BEGIN Stored data

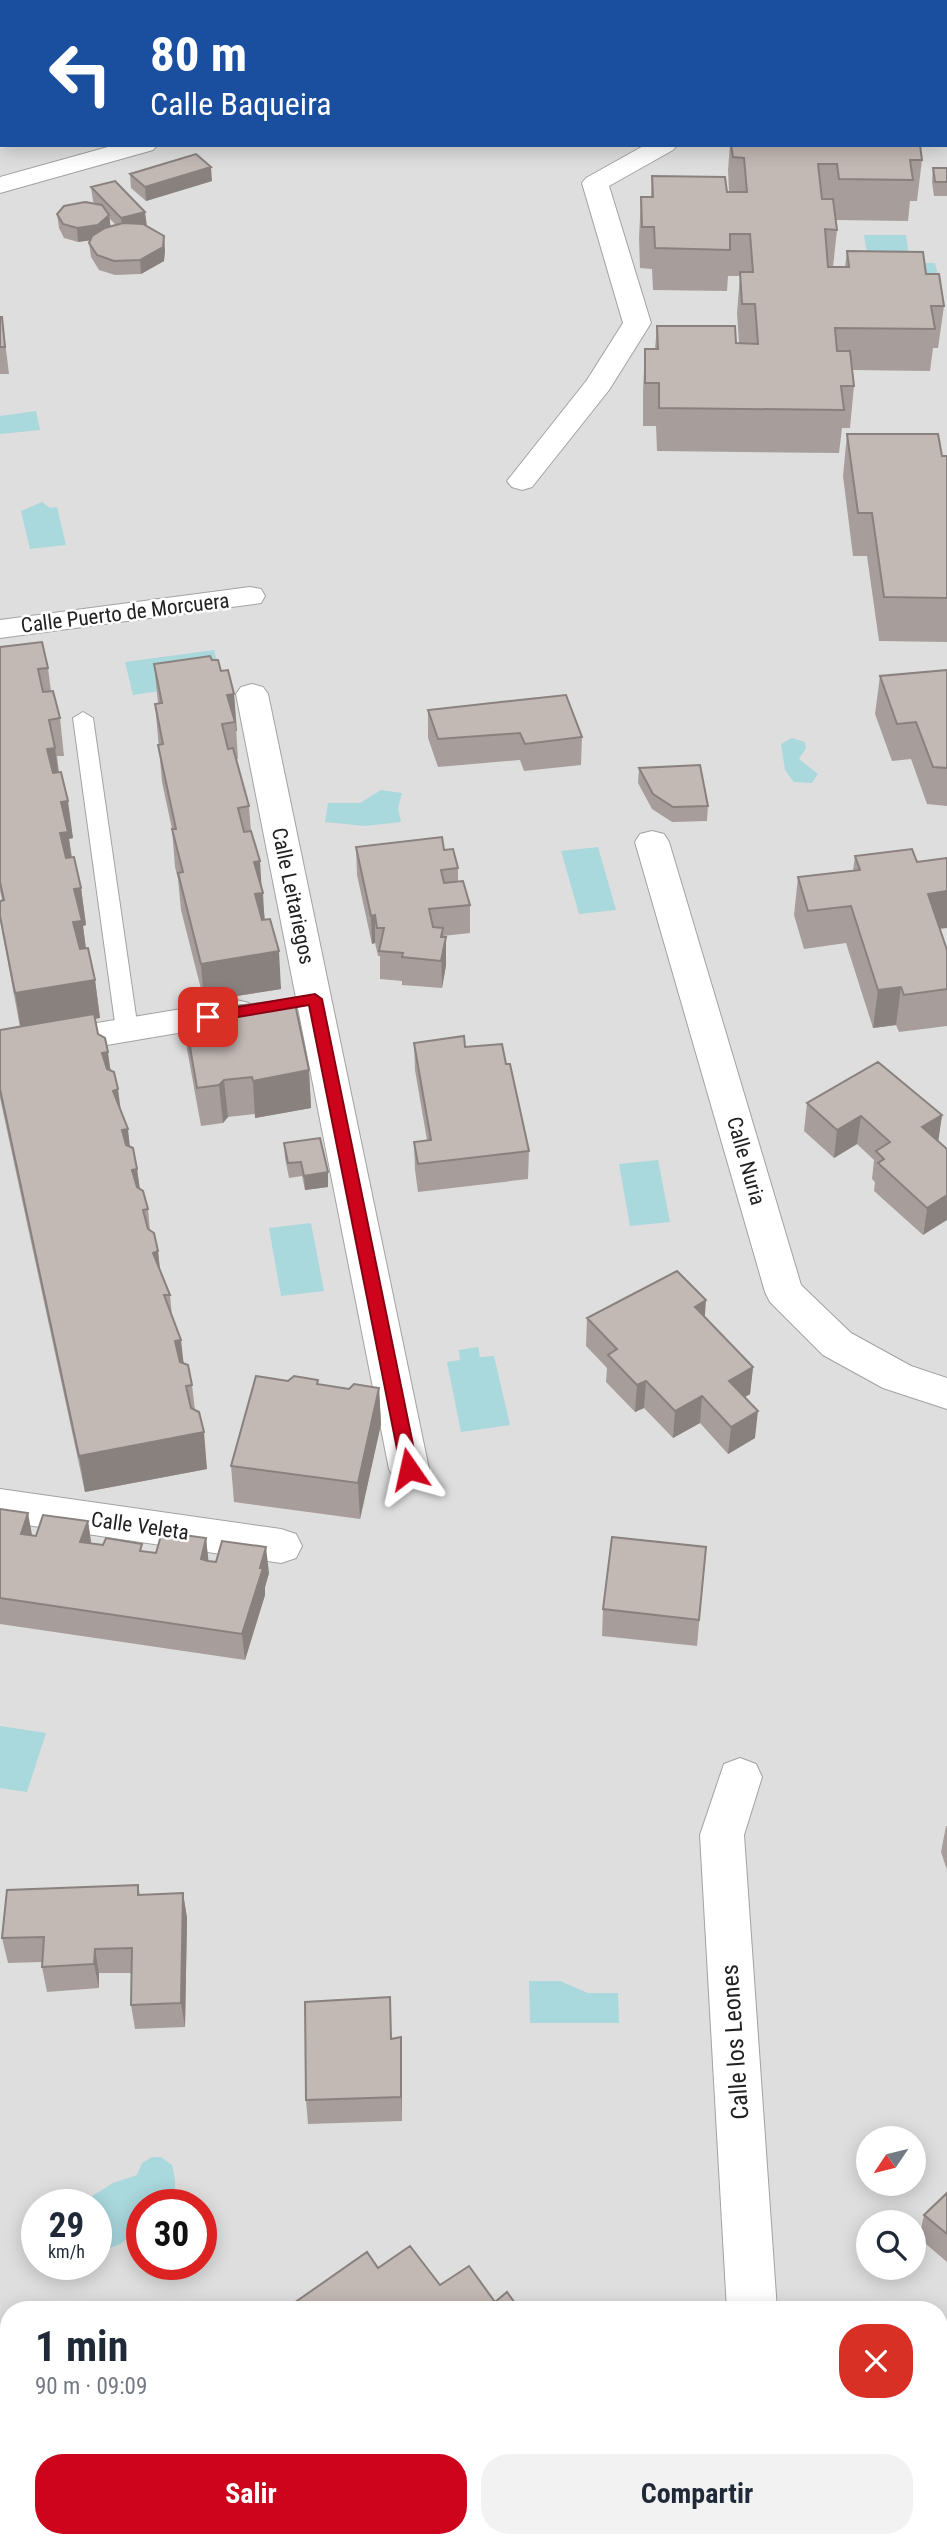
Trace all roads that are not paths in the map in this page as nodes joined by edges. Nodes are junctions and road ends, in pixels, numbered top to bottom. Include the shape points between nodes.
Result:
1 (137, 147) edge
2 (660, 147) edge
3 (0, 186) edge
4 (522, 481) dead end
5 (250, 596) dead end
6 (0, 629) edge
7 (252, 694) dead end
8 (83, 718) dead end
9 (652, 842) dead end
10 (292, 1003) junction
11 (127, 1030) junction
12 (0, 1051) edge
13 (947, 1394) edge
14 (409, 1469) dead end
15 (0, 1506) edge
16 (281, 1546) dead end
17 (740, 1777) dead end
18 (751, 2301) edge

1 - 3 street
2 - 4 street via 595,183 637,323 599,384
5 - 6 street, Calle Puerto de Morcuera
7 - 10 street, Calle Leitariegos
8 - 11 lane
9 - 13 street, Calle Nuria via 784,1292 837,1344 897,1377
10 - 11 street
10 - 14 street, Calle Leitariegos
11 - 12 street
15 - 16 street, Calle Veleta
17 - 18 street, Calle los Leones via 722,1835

END Stored data
BEGIN Stored data

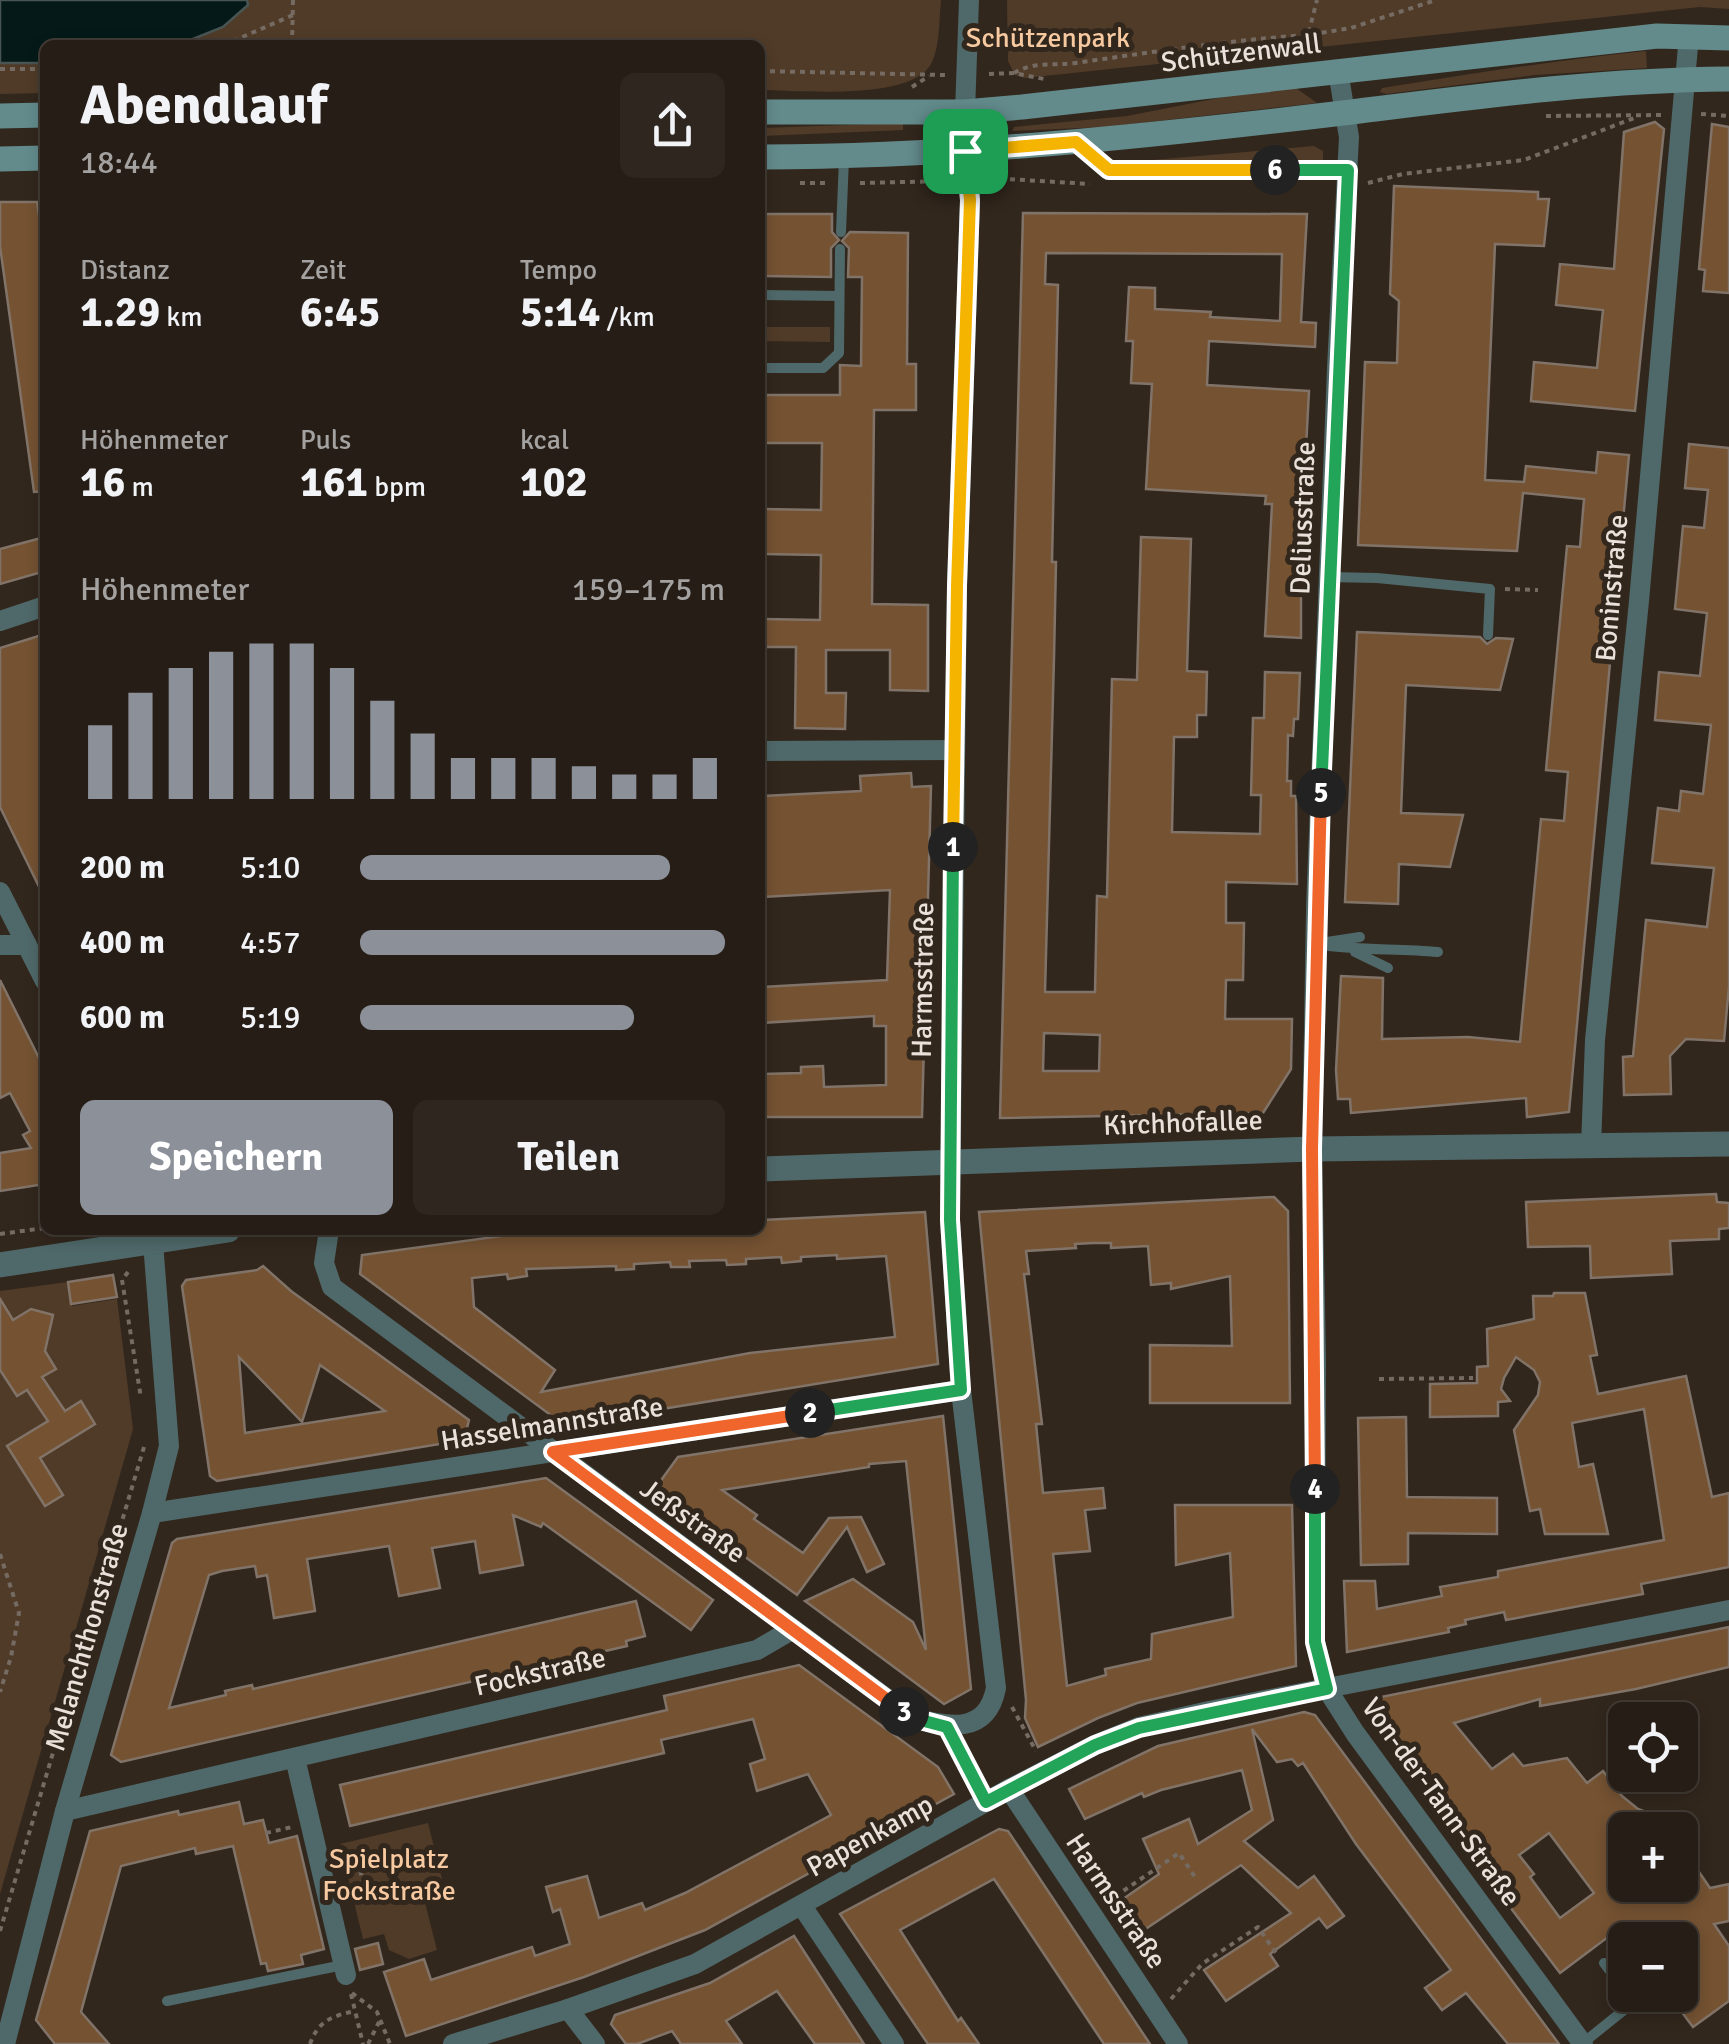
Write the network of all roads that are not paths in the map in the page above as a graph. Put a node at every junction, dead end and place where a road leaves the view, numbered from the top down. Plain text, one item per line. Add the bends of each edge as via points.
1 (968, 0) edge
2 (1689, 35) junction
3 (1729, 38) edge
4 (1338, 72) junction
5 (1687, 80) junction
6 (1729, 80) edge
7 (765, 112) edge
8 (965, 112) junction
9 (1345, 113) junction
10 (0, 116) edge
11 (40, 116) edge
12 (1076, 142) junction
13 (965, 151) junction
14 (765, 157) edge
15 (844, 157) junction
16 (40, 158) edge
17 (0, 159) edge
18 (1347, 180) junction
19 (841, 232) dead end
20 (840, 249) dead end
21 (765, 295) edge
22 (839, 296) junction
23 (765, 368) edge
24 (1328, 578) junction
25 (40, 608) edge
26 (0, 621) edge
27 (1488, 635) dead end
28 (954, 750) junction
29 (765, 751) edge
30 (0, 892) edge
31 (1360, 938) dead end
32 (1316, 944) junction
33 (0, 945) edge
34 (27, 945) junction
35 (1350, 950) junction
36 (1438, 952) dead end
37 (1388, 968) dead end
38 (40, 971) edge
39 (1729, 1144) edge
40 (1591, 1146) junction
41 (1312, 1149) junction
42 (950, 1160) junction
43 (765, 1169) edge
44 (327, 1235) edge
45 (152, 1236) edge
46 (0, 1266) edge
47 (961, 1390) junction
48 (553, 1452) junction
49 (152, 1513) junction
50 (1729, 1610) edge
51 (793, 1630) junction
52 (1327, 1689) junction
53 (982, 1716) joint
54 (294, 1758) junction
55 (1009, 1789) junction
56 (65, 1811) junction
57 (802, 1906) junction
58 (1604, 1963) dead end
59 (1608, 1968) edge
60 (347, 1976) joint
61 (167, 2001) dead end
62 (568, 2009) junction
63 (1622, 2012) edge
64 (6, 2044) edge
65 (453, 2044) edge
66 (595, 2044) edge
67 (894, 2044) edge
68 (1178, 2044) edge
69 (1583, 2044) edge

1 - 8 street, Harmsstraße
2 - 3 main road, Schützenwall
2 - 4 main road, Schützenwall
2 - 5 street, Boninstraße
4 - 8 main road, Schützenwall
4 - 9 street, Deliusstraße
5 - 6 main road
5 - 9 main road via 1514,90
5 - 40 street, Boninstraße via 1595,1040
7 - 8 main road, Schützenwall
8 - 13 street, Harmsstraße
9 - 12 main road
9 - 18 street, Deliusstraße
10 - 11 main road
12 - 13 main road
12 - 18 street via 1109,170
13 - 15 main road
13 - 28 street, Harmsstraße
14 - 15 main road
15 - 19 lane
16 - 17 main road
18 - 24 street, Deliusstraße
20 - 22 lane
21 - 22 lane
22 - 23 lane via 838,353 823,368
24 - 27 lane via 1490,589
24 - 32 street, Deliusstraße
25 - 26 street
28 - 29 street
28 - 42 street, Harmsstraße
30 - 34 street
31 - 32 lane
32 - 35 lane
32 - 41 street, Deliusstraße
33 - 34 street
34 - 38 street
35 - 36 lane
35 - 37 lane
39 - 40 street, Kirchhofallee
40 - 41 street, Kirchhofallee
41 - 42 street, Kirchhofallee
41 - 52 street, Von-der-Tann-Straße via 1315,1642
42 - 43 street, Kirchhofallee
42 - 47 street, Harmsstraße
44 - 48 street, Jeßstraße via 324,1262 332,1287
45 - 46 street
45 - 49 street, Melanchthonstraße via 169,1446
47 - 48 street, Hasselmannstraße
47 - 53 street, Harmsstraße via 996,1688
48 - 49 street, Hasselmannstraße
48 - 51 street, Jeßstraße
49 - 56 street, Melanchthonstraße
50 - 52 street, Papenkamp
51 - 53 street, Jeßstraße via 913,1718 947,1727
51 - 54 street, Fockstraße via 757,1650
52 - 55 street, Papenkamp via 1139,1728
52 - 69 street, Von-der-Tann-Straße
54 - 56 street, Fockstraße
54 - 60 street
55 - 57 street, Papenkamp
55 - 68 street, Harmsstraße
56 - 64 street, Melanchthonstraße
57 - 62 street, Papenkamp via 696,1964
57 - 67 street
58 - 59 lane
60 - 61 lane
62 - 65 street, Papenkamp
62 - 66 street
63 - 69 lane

END Stored data
BEGIN Stored data

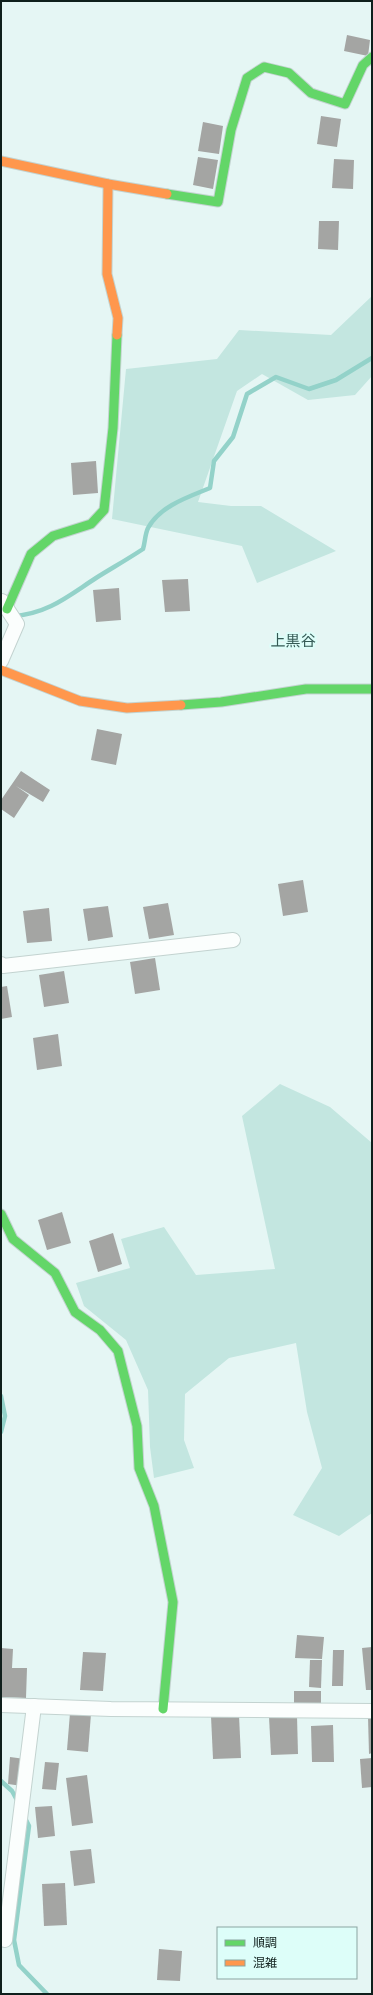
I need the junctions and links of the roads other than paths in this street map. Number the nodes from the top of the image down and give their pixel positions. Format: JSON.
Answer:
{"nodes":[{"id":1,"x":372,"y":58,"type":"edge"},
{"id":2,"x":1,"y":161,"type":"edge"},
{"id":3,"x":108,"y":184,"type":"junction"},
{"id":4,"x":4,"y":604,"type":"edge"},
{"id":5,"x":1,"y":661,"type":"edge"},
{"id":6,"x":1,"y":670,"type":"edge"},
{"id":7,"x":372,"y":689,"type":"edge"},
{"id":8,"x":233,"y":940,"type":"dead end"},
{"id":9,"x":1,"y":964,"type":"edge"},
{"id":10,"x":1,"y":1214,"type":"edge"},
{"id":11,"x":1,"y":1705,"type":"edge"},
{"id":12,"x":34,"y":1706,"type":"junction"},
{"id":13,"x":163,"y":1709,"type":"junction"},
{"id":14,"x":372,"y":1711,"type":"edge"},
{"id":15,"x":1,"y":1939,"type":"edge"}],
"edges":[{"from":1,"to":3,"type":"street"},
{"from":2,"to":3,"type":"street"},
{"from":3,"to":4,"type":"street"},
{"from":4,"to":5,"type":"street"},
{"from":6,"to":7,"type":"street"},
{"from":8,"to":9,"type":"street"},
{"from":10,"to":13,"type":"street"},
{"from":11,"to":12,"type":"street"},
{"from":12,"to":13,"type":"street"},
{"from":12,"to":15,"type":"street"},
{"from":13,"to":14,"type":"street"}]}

END Stored data

• Task to carry out:
Looking at the records above, work out how many lines contain "this". Give the number only.

• Written reply:
2